Moreover, differences among groups provide useful information on support profiles. Huckabee, an ordained minister, does particularly well among evangelical white Protestants and strong conservatives, two customarily high-turnout groups in many GOP primaries and caucuses. He also does better among the party faithful - important in closed primaries - than among Republican-leaning independents, while Paul, like his father before him, has more strength among independents.
Paul may have some durability among his supporters. This poll added five names to the potential Republican lineup, compared with an ABC/Post poll in January. As a group, possible candidates on the original, shorter list lost support when others were added. Paul didn't.
CLINTON-BUSH - Matching two marquee names in a hypothetical general election contest, Clinton has 53 percent support among registered voters to Bush's 41 percent. Clinton led Christie by the same margin in the January ABC/Post poll.
Again, results among groups are telling. Notably, Clinton leads Bush by 23 percentage points among women, 59-36 percent, while men divide closely between the two. Clinton also has a 63-34 percent advantage among adults younger than 30 - a key support group for Barack Obama in his two presidential elections - and a vast 54-point lead among nonwhites, 74-20 percent. She leads by 21 points among those with incomes less than $50,000 a year.

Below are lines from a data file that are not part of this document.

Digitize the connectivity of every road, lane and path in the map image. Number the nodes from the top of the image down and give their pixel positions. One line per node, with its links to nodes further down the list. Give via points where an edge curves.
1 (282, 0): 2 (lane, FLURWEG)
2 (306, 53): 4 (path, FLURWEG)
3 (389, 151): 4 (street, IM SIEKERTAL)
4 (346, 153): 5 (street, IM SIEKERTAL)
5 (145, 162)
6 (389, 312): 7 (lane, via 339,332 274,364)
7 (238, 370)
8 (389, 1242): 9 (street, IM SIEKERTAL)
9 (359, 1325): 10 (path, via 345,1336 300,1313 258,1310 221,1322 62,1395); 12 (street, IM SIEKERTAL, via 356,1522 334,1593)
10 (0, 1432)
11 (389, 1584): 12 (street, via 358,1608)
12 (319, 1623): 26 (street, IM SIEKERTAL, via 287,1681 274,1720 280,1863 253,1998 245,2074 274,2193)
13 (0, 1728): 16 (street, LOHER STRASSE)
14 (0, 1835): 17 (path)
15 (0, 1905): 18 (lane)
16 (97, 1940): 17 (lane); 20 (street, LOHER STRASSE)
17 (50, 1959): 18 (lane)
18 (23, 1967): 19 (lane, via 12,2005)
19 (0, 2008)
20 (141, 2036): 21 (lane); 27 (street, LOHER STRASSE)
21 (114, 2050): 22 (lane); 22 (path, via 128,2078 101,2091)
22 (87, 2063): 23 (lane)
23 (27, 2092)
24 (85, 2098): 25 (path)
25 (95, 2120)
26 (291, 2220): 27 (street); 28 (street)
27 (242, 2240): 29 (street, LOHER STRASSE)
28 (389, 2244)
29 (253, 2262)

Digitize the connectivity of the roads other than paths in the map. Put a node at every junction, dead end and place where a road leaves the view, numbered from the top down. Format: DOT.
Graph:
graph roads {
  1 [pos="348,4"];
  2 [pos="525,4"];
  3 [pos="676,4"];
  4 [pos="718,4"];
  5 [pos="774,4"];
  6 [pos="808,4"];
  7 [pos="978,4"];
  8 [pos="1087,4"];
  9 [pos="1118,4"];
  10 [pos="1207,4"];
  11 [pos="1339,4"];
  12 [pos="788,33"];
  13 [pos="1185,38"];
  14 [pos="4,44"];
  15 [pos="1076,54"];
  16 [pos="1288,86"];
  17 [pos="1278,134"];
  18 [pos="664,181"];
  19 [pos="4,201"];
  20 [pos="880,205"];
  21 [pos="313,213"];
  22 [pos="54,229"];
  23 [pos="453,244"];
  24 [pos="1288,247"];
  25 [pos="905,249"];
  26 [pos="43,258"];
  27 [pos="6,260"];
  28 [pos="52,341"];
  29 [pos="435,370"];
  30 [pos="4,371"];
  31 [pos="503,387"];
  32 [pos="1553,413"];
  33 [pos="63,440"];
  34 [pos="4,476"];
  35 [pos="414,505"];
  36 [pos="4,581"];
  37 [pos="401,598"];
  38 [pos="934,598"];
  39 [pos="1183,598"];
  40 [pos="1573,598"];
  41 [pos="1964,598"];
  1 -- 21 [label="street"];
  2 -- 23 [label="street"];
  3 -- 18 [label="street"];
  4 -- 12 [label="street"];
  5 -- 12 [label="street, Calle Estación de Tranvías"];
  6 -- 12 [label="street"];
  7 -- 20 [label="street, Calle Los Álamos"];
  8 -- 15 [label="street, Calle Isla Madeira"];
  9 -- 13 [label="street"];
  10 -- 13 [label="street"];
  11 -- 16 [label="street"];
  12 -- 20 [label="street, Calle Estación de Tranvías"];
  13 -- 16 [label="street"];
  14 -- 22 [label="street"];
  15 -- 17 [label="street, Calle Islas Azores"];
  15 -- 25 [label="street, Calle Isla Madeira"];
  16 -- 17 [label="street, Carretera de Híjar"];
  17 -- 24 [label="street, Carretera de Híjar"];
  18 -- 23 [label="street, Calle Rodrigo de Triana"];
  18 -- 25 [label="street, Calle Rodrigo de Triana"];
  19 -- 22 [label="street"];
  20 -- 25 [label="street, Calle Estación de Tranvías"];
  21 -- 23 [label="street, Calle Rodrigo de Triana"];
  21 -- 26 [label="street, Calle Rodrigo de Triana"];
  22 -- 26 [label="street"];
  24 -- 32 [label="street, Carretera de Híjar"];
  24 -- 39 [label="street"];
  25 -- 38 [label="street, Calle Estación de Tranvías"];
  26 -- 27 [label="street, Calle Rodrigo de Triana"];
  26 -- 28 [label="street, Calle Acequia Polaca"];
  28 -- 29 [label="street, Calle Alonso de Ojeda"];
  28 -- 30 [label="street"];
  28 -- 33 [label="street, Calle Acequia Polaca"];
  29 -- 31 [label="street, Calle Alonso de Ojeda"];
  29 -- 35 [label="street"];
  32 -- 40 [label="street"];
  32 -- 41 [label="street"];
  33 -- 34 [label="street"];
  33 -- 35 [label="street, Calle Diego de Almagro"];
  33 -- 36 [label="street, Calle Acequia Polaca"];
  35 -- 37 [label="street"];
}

Bush, for his part, leads Clinton by 41 points among conservatives and by 39 points among evangelical white Protestants, two GOP standbys. He runs competitively among independents, a potential swing voter group, as well as among whites, financially better-off adults and four-year college graduates.
Two-thirds of Americans in an ABC/Post poll last month said they'd at least consider supporting Clinton for president. Far fewer, 44 percent, said they'd consider Bush, while 48 percent ruled him out.
Finally, every president from 1989 through 2009 was a Bush or a Clinton, making family legacies part of the package should these two run and face each other. Both families are more liked than disliked - but Clinton's more so, as noted, by a 12-point margin. "Strongly" positive views of the Clintons are a similar 10 points more than those of the Bushes.
METHODOLOGY - This ABC News/Washington Post poll was conducted by telephone April 24-27, 2014, in English and Spanish, among a random national sample of 1,000 adults, including landline and cell-phone-only respondents. Results have a margin of sampling error of 3.5 points, including design effect. Partisan divisions are 32-21-38 percent, Democrats-Republicans-independents.
The survey was produced for ABC News by Langer Research Associates of New York, N.Y., with sampling, data collection and tabulation by Abt-SRBI of New York, N.Y.